* WHAT YOU ARE ASKED TO DO
For this task, every record below must be reproduced exactly.

(Data entries)
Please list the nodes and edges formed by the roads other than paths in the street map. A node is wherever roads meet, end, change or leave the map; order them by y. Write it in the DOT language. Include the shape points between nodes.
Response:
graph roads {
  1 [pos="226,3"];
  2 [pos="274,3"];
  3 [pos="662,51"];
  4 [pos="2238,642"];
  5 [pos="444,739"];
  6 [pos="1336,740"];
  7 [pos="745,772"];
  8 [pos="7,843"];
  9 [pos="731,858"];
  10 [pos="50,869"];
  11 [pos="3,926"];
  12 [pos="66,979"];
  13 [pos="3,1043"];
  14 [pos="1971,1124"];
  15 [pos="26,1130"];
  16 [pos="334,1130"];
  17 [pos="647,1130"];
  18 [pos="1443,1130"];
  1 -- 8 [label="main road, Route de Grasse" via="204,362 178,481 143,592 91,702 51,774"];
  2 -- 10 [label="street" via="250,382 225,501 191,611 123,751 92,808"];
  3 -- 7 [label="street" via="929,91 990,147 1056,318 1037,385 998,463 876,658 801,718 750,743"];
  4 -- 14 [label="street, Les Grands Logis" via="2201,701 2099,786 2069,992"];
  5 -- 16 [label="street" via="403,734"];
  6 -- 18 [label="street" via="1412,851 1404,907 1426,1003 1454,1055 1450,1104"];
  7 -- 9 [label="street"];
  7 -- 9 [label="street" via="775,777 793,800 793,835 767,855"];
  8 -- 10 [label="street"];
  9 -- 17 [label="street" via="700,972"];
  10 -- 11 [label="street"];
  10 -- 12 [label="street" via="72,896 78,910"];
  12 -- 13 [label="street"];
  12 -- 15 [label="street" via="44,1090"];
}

* REPLY TO THE EXERCISE
Please list the nodes and edges formed by the roads other than paths in the street map. A node is wherever roads meet, end, change or leave the map; order them by y. Write it in the DOT language. Include the shape points between nodes.
Response:
graph roads {
  1 [pos="226,3"];
  2 [pos="274,3"];
  3 [pos="662,51"];
  4 [pos="2238,642"];
  5 [pos="444,739"];
  6 [pos="1336,740"];
  7 [pos="745,772"];
  8 [pos="7,843"];
  9 [pos="731,858"];
  10 [pos="50,869"];
  11 [pos="3,926"];
  12 [pos="66,979"];
  13 [pos="3,1043"];
  14 [pos="1971,1124"];
  15 [pos="26,1130"];
  16 [pos="334,1130"];
  17 [pos="647,1130"];
  18 [pos="1443,1130"];
  1 -- 8 [label="main road, Route de Grasse" via="204,362 178,481 143,592 91,702 51,774"];
  2 -- 10 [label="street" via="250,382 225,501 191,611 123,751 92,808"];
  3 -- 7 [label="street" via="929,91 990,147 1056,318 1037,385 998,463 876,658 801,718 750,743"];
  4 -- 14 [label="street, Les Grands Logis" via="2201,701 2099,786 2069,992"];
  5 -- 16 [label="street" via="403,734"];
  6 -- 18 [label="street" via="1412,851 1404,907 1426,1003 1454,1055 1450,1104"];
  7 -- 9 [label="street"];
  7 -- 9 [label="street" via="775,777 793,800 793,835 767,855"];
  8 -- 10 [label="street"];
  9 -- 17 [label="street" via="700,972"];
  10 -- 11 [label="street"];
  10 -- 12 [label="street" via="72,896 78,910"];
  12 -- 13 [label="street"];
  12 -- 15 [label="street" via="44,1090"];
}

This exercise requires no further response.